ANTARA FOTO/Widodo S Jusuf/rwa.
Bank Dunia pada bulan lalu kembali mengelompokkan Indonesia ke dalam kategori negara berpendapatan menengah bawah.
Penulis: Abdul Azis Said
Editor: Agustiyanti
4/8/2021, 13.35 WIB
  • Reformasi institusi

    Sri Mulyani menekankan, ciri dari negara yang dapat menembus jebakan kelas menengah juga ditunjukkan dengan adanya institusi publik yang berkualitas.
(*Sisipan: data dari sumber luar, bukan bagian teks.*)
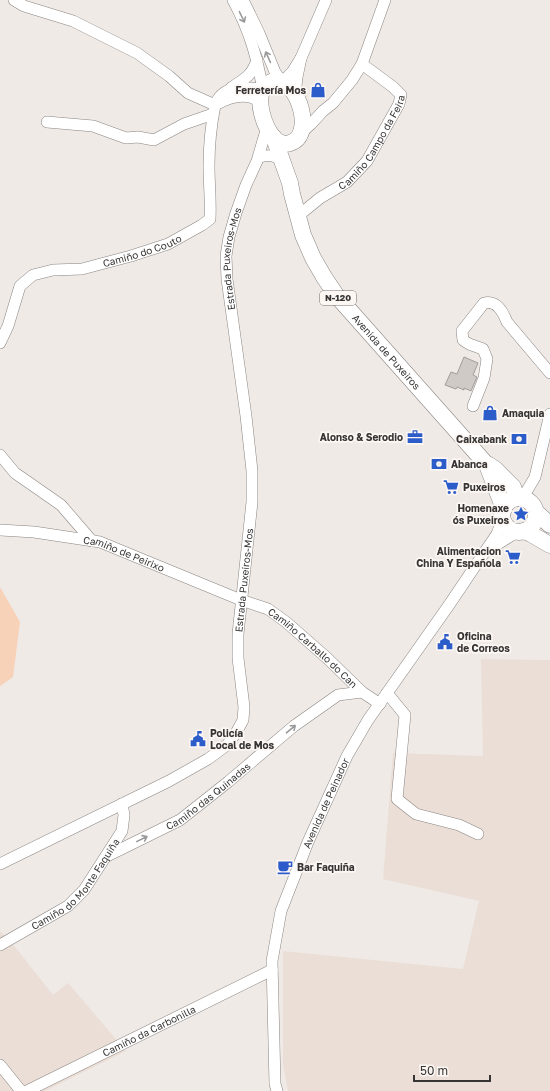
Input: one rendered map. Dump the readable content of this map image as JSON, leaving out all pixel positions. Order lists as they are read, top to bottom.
{
  "streets": {
    "highway": ["N-120", "Avenida de Puxeiros"],
    "street": [
      "Camiño Campo da Feira",
      "Camiño do Couto",
      "Estrada Puxeiros-Mos",
      "Camiño de Peirixo",
      "Camiño Carballo do Can",
      "Camiño das Quinadas",
      "Avenida de Peinador",
      "Camiño do Monte Faquiña",
      "Camiño da Carbonilla"
    ]
  },
  "crossings": [
    ["Camiño Campo da Feira", "Avenida de Puxeiros"],
    ["Estrada Puxeiros-Mos", "N-120"],
    ["Estrada Puxeiros-Mos", "Camiño de Peirixo"],
    ["Estrada Puxeiros-Mos", "Camiño Carballo do Can"],
    ["Estrada Puxeiros-Mos", "Camiño do Monte Faquiña"],
    ["N-120", "Avenida de Puxeiros"],
    ["N-120", "Avenida de Peinador"],
    ["Avenida de Puxeiros", "Avenida de Peinador"],
    ["Camiño de Peirixo", "Camiño Carballo do Can"],
    ["Camiño Carballo do Can", "Camiño das Quinadas"],
    ["Camiño Carballo do Can", "Avenida de Peinador"],
    ["Camiño das Quinadas", "Camiño do Monte Faquiña"],
    ["Avenida de Peinador", "Camiño da Carbonilla"]
  ],
  "one_way": ["Camiño das Quinadas"],
  "places": {
    "shop": ["Ferretería Mos", "Amaquia"],
    "office": ["Alonso & Serodio"],
    "bank": ["Caixabank", "Abanca"],
    "supermarket": ["Puxeiros", "Alimentacion China Y Española"],
    "place": ["Homenaxe ós Puxeiros"],
    "public building": ["Oficina de Correos", "Policía Local de Mos"],
    "cafe": ["Bar Faquiña"]
  },
  "scale_bar": "50 m"
}
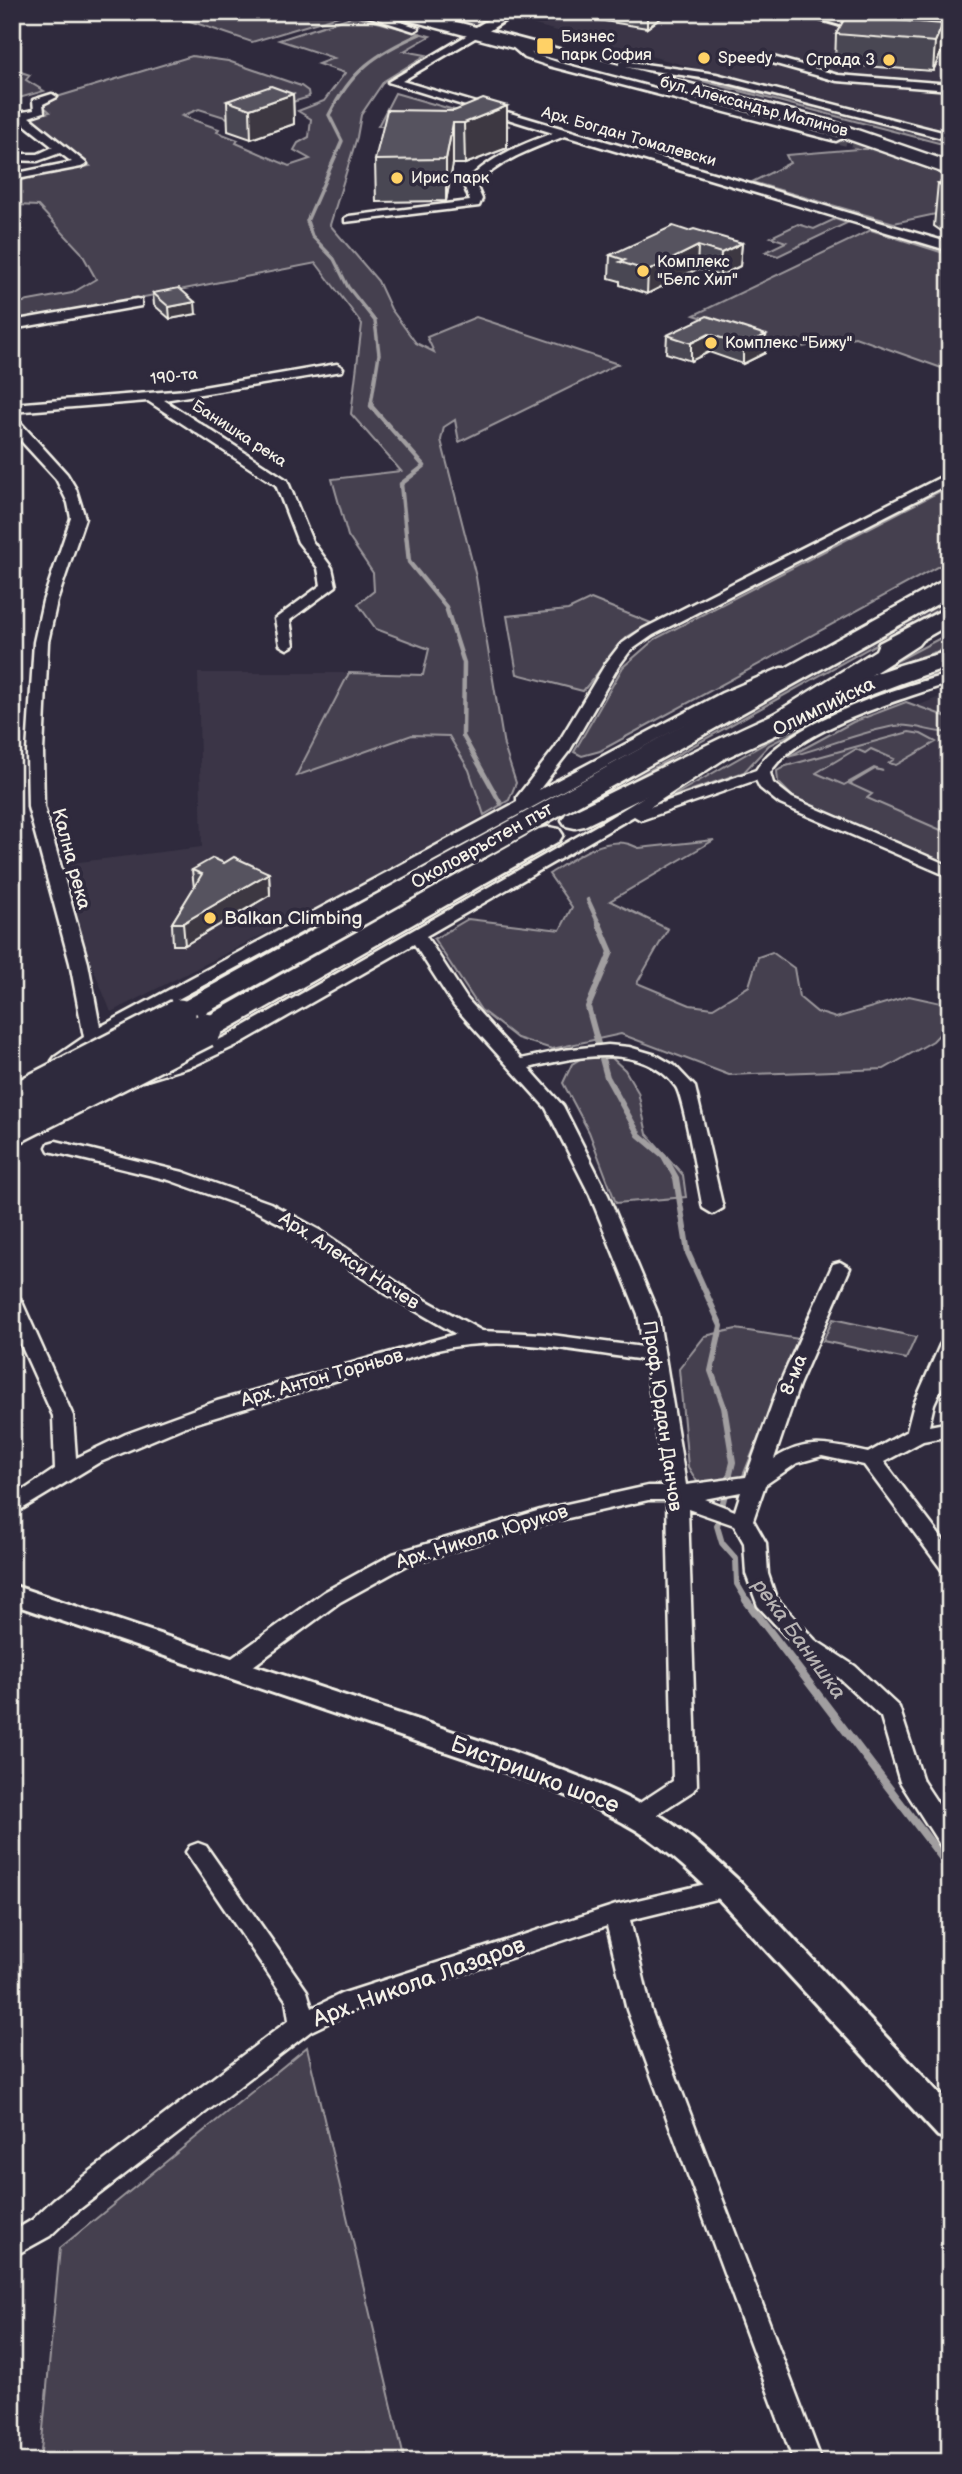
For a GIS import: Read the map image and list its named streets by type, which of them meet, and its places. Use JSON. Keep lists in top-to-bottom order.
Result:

Ini menyangkut pelayanan publik yang efisien dan memiliki performa berdasarkan tata kelola yang bagus.

    "Dalam hal ini efisiensi, korupsi dan konflik kepentingna di institusi itu menjadi sangat penting untuk diperangi," ujarnya.

    Reformasi pada institusi juga ditunjukkan melalui adanya penyederhanaan regulasi. Ia mengatakan, langkah pemerintah menerbitkan aturan baru UU Cipta Kerja dapat menjadi batu loncatat untuk mengubah cara pandang institusi publik dalam pelayanannya.
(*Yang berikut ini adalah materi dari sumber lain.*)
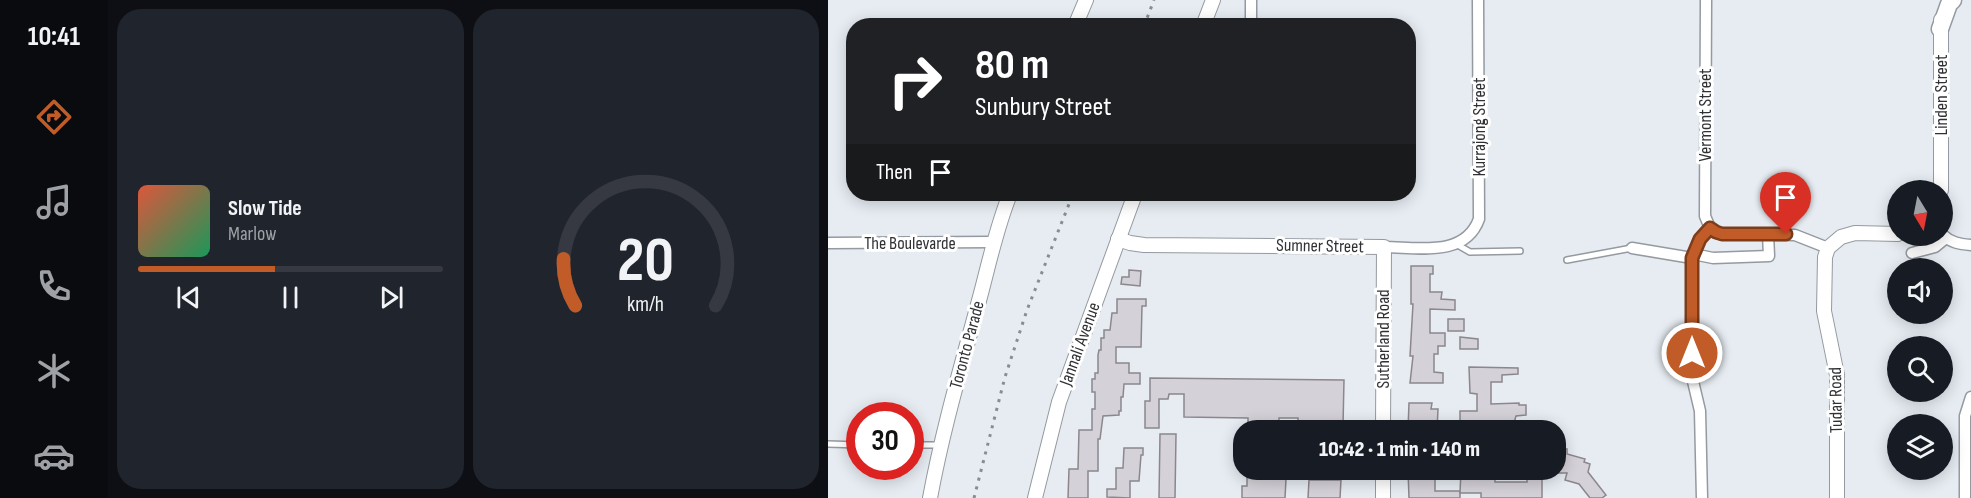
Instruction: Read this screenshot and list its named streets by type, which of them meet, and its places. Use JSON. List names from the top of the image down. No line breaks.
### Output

  • Kemampuan melakukan transformasi ekonomi

    Sri Mulyani mengatakan, seluruh negara di dunia fokus mentransformasi ekonominya menuju era digital. Begitu pula dengan Indonesia. Transformasi ekonomi juga harus diarahkan pada efisiensi dan peningkatan produktivitas termasuk juga menyederhanakan regulasi, kompetitif dan keterbukaan.

  • Bank Dunia awal bulan lalu memasukkan Indonesia pada kelompok negara berpendapatan menengah bawah setelah sebelumnya sempat berada pada kategori pendapatan menengah atas. Resesi ekonomi membuat pendapatan nasional bruto atau gross national income (GNI) per kapita Indonesia turun dari US$ 4.050 pada 2019 menjadi US$ 3.870.

    Berdasarkan klasifikasi terbaru Bank Dunia, negara yang masuk dalam kelompok pendapatan rendah memiliki GNI per kapita di bawah US$ 1.046. Negara berpendapatan menengah ke bawah memiliki GNI per kapita antara US$ 1.046 dan US$ 4.095. Lalu ekonomi berpendapatan menengah atas memiliki GNI per kapita antara US$ 4.096 dan US$ 12.695. Sedangkan negara dengan ekonomi berpenghasilan tinggi memiliki GNI per kapita sebesar US$ 12.695 atau lebih.